====== PROVIDED ENTRIES

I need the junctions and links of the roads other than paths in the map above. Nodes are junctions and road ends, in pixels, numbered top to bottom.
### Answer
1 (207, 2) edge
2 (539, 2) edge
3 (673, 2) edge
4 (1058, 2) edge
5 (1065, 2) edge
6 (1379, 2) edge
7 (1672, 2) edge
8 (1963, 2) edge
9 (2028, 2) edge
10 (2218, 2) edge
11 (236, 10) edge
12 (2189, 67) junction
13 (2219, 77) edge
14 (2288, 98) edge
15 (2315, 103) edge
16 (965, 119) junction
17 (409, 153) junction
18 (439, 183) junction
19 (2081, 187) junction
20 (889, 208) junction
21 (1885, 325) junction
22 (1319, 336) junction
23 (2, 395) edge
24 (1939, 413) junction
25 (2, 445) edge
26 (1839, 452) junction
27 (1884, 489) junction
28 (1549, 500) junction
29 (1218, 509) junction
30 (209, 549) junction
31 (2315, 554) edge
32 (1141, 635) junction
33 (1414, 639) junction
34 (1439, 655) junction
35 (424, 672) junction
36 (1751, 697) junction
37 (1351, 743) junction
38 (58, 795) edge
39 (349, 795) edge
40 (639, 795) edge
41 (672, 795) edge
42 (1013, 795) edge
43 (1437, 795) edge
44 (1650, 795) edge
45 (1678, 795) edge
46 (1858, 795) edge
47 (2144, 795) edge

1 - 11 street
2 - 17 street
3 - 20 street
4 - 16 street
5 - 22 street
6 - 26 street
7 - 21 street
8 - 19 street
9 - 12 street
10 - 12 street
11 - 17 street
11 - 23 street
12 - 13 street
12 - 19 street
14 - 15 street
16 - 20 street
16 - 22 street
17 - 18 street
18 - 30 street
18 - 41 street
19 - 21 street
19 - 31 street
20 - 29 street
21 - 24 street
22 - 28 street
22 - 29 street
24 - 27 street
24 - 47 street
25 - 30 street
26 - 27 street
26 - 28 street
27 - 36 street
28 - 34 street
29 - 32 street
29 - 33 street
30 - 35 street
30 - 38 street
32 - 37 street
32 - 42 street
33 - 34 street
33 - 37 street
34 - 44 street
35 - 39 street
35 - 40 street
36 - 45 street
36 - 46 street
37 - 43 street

============

● HOW TO COMPLETE THIS TASK
Each line of the material above needs to be returned exactly as written.

● WRITTEN REPLY
I need the junctions and links of the roads other than paths in the map above. Nodes are junctions and road ends, in pixels, numbered top to bottom.
### Answer
1 (207, 2) edge
2 (539, 2) edge
3 (673, 2) edge
4 (1058, 2) edge
5 (1065, 2) edge
6 (1379, 2) edge
7 (1672, 2) edge
8 (1963, 2) edge
9 (2028, 2) edge
10 (2218, 2) edge
11 (236, 10) edge
12 (2189, 67) junction
13 (2219, 77) edge
14 (2288, 98) edge
15 (2315, 103) edge
16 (965, 119) junction
17 (409, 153) junction
18 (439, 183) junction
19 (2081, 187) junction
20 (889, 208) junction
21 (1885, 325) junction
22 (1319, 336) junction
23 (2, 395) edge
24 (1939, 413) junction
25 (2, 445) edge
26 (1839, 452) junction
27 (1884, 489) junction
28 (1549, 500) junction
29 (1218, 509) junction
30 (209, 549) junction
31 (2315, 554) edge
32 (1141, 635) junction
33 (1414, 639) junction
34 (1439, 655) junction
35 (424, 672) junction
36 (1751, 697) junction
37 (1351, 743) junction
38 (58, 795) edge
39 (349, 795) edge
40 (639, 795) edge
41 (672, 795) edge
42 (1013, 795) edge
43 (1437, 795) edge
44 (1650, 795) edge
45 (1678, 795) edge
46 (1858, 795) edge
47 (2144, 795) edge

1 - 11 street
2 - 17 street
3 - 20 street
4 - 16 street
5 - 22 street
6 - 26 street
7 - 21 street
8 - 19 street
9 - 12 street
10 - 12 street
11 - 17 street
11 - 23 street
12 - 13 street
12 - 19 street
14 - 15 street
16 - 20 street
16 - 22 street
17 - 18 street
18 - 30 street
18 - 41 street
19 - 21 street
19 - 31 street
20 - 29 street
21 - 24 street
22 - 28 street
22 - 29 street
24 - 27 street
24 - 47 street
25 - 30 street
26 - 27 street
26 - 28 street
27 - 36 street
28 - 34 street
29 - 32 street
29 - 33 street
30 - 35 street
30 - 38 street
32 - 37 street
32 - 42 street
33 - 34 street
33 - 37 street
34 - 44 street
35 - 39 street
35 - 40 street
36 - 45 street
36 - 46 street
37 - 43 street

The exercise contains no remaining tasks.